● **PROBLEM DESCRIPTION**:
All lines holding the word "улица" should be located in the records and copied.

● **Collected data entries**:
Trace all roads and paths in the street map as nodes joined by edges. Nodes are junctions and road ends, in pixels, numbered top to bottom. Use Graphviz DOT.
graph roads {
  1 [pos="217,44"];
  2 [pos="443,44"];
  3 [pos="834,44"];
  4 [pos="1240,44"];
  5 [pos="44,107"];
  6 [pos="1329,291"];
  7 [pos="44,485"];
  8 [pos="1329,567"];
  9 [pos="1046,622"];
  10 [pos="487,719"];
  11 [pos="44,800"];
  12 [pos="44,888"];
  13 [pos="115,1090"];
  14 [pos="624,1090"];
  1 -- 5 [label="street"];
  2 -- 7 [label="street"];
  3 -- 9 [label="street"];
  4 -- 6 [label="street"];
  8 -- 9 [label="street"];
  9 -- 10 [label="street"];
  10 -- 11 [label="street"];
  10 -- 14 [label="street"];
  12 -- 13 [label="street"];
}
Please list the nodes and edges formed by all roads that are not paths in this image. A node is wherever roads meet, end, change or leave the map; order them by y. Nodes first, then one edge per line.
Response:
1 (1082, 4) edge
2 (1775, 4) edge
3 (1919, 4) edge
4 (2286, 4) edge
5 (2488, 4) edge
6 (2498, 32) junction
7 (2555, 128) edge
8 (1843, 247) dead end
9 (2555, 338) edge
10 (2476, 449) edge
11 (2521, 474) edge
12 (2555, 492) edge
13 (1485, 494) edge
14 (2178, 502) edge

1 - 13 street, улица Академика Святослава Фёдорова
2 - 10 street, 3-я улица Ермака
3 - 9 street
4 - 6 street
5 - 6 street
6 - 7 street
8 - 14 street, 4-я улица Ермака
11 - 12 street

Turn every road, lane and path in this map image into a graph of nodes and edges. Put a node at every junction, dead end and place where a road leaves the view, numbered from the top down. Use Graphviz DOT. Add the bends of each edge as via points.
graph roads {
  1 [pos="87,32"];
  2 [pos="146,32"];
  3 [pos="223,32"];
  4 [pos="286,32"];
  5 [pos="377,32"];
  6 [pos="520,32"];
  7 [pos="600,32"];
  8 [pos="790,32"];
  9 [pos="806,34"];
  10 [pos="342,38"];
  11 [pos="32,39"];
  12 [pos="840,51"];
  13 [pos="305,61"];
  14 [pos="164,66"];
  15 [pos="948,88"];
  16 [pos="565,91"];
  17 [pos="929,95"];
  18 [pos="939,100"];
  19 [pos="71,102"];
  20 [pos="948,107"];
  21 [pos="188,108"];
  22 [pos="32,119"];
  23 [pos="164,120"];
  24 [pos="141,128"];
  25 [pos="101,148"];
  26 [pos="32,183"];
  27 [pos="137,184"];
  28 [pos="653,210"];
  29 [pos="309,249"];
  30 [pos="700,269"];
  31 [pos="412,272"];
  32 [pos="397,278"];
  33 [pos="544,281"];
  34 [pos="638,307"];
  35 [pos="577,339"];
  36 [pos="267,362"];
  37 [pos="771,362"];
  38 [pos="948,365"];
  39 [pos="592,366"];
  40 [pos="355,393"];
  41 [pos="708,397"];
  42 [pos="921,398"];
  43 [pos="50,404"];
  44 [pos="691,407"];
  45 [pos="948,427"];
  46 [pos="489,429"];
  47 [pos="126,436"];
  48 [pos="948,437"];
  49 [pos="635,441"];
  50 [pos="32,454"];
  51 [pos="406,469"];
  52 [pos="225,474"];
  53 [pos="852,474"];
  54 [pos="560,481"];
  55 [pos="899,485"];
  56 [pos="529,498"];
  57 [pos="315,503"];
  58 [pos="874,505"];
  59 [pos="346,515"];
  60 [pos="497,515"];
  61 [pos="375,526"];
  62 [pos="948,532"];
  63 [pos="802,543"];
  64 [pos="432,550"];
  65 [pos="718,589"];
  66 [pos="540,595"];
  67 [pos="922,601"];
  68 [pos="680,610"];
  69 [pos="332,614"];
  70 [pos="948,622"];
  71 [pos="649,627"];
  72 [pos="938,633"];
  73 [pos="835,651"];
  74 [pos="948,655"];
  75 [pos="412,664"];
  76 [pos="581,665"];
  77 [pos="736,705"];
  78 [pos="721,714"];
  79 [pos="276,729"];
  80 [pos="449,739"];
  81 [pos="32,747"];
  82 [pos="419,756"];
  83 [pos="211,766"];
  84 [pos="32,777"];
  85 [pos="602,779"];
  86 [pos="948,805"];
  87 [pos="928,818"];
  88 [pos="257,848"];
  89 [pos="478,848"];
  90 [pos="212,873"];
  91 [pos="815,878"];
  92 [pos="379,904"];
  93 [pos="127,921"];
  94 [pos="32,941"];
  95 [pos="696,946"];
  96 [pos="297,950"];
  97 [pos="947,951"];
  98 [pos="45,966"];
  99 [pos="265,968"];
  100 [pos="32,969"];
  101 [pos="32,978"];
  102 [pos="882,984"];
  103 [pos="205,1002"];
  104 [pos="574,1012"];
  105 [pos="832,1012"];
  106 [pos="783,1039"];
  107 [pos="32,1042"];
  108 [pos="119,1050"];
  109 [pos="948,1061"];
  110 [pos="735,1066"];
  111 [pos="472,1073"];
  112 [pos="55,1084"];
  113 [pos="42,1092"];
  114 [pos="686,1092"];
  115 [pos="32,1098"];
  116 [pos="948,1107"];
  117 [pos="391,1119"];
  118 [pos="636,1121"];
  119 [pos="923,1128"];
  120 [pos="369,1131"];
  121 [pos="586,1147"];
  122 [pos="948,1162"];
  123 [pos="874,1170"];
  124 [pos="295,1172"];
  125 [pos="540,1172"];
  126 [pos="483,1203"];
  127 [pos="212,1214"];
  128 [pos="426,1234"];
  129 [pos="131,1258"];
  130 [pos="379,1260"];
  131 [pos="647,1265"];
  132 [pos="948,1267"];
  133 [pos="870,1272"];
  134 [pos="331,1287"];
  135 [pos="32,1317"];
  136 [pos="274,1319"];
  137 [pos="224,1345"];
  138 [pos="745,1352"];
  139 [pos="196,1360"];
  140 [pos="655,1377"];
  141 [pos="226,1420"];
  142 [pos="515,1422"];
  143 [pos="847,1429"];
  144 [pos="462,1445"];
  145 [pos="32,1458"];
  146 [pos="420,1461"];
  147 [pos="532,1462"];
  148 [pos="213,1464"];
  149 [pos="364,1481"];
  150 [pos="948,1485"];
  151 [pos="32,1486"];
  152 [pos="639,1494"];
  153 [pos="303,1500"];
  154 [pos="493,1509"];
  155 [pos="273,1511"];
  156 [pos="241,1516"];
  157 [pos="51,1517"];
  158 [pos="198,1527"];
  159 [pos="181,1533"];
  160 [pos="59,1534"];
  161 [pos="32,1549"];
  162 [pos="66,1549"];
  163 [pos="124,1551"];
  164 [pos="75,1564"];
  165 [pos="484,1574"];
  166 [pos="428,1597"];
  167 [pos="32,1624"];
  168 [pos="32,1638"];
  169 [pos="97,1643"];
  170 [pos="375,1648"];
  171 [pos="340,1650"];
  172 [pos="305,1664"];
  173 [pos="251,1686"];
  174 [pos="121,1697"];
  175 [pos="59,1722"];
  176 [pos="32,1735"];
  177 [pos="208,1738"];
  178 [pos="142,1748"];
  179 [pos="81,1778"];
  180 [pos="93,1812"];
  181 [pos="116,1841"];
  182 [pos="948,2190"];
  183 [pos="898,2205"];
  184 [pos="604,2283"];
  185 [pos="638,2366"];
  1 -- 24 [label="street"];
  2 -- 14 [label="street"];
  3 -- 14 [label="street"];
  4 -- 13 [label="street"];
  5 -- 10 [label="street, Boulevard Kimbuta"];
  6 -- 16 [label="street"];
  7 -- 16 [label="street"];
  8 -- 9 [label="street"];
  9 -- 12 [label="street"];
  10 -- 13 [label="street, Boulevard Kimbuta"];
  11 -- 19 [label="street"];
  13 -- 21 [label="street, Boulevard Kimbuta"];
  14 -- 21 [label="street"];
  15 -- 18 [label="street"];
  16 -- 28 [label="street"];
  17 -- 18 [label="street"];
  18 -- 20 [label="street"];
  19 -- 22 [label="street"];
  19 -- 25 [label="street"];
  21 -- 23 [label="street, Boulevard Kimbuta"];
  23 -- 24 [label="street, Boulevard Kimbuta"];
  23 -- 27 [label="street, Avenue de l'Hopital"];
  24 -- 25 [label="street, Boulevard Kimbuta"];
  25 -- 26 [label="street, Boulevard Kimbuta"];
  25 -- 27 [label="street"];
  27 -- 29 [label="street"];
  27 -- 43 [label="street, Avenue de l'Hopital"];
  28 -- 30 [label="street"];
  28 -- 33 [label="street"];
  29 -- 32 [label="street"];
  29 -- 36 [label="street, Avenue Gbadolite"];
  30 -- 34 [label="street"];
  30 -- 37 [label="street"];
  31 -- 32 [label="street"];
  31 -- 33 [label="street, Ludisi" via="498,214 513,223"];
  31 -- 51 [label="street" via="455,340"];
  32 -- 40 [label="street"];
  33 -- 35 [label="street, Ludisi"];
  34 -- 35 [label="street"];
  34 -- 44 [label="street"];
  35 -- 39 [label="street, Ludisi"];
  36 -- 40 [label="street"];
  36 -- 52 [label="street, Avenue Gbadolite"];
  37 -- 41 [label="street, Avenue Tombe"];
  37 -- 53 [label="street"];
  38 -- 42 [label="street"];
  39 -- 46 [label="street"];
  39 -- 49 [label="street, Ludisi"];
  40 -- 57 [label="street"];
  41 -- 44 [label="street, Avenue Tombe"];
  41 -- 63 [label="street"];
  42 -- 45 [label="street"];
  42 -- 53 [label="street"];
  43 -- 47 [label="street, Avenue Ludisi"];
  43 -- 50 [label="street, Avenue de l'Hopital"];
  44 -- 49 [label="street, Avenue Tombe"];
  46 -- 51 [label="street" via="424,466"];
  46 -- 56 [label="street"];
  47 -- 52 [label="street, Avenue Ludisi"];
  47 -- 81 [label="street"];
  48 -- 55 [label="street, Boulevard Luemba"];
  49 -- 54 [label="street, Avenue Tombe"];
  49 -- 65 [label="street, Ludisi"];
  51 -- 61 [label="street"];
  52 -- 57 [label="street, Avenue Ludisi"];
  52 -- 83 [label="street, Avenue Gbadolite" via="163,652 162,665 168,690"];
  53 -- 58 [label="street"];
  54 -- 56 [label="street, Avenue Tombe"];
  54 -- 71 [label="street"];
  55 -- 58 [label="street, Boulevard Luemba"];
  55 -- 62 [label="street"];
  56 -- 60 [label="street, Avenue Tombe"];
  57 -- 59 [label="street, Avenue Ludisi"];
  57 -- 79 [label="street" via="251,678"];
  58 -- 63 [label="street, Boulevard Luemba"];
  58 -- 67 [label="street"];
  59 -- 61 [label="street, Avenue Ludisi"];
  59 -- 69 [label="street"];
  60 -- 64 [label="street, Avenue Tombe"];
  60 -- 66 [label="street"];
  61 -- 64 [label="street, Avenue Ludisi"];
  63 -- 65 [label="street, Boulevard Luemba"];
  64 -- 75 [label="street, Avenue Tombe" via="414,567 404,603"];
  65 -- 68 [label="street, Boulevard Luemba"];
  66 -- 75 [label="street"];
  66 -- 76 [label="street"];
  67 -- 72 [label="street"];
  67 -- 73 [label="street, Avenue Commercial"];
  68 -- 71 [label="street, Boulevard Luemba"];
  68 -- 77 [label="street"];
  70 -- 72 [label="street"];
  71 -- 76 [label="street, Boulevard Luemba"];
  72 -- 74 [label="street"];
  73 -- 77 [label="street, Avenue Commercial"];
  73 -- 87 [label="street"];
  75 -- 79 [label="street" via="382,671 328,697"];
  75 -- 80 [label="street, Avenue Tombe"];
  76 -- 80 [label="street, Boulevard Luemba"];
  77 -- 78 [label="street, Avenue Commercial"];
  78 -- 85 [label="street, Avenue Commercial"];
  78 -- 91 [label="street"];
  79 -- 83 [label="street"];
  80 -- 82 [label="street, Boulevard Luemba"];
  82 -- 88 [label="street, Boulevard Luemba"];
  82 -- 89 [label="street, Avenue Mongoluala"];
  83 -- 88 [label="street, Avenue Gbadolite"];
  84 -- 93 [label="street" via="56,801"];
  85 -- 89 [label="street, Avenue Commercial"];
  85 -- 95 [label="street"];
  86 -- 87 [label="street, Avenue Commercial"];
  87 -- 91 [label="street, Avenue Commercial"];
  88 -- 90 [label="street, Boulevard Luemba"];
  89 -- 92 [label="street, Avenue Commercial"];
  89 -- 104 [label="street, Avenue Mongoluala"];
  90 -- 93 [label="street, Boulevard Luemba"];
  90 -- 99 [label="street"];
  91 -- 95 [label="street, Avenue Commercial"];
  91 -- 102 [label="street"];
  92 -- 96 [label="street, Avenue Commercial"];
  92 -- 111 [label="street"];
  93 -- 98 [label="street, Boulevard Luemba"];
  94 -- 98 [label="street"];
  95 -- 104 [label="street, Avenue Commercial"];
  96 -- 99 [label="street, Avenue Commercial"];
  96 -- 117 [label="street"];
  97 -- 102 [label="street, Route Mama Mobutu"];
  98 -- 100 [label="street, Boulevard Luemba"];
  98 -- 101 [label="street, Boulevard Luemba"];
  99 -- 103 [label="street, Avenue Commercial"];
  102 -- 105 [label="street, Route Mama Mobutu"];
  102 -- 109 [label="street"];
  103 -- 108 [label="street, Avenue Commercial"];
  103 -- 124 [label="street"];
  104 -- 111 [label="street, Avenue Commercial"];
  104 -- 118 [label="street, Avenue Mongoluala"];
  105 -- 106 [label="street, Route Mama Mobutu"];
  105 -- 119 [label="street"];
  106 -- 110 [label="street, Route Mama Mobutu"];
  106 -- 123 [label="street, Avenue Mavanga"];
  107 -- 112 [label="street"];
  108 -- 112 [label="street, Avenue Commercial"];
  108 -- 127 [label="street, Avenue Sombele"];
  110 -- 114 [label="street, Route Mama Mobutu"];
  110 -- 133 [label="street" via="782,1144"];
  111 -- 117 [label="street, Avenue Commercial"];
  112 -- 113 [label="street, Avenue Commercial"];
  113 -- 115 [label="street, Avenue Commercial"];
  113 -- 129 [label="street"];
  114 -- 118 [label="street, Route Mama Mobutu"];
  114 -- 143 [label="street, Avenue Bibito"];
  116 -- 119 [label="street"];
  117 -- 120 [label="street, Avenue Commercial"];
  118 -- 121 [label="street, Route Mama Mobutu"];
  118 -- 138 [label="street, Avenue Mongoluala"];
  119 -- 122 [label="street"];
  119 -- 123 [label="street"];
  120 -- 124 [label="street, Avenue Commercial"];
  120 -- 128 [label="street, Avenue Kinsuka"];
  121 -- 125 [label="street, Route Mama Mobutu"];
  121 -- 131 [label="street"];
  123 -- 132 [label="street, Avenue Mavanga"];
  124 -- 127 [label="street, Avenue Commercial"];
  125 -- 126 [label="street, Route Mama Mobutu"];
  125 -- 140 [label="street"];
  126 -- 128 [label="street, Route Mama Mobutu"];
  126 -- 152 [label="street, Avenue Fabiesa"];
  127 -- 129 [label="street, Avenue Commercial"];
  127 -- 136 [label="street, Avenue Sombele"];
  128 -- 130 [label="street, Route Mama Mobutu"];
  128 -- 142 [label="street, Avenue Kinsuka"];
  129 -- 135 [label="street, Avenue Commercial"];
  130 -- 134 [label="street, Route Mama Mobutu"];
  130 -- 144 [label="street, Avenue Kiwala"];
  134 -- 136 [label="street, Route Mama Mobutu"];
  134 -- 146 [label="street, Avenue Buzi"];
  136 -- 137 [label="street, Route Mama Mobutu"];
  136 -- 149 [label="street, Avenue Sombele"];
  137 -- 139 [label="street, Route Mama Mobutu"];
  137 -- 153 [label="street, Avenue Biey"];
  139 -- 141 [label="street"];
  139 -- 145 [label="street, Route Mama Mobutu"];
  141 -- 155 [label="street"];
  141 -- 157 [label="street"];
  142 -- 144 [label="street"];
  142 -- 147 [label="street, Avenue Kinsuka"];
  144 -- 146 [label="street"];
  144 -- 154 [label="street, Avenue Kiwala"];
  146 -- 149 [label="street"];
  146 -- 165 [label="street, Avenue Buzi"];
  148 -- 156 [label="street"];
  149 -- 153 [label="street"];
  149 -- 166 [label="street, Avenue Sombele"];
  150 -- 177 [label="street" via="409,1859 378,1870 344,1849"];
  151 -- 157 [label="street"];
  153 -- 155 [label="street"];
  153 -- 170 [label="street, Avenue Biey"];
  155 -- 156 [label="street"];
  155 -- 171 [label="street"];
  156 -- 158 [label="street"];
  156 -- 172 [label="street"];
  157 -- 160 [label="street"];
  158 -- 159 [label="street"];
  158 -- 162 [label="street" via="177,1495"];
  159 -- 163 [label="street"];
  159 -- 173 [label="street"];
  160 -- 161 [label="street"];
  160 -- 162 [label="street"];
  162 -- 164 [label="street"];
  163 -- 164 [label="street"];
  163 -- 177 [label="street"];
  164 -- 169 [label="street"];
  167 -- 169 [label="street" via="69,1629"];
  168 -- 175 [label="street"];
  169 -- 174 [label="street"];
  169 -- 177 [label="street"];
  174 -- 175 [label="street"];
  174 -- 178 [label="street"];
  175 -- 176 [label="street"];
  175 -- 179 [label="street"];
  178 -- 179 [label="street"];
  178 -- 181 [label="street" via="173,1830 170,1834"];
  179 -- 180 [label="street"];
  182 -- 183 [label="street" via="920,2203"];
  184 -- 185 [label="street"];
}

● **ANSWER TO THIS EXERCISE**:
1 - 13 street, улица Академика Святослава Фёдорова
2 - 10 street, 3-я улица Ермака
8 - 14 street, 4-я улица Ермака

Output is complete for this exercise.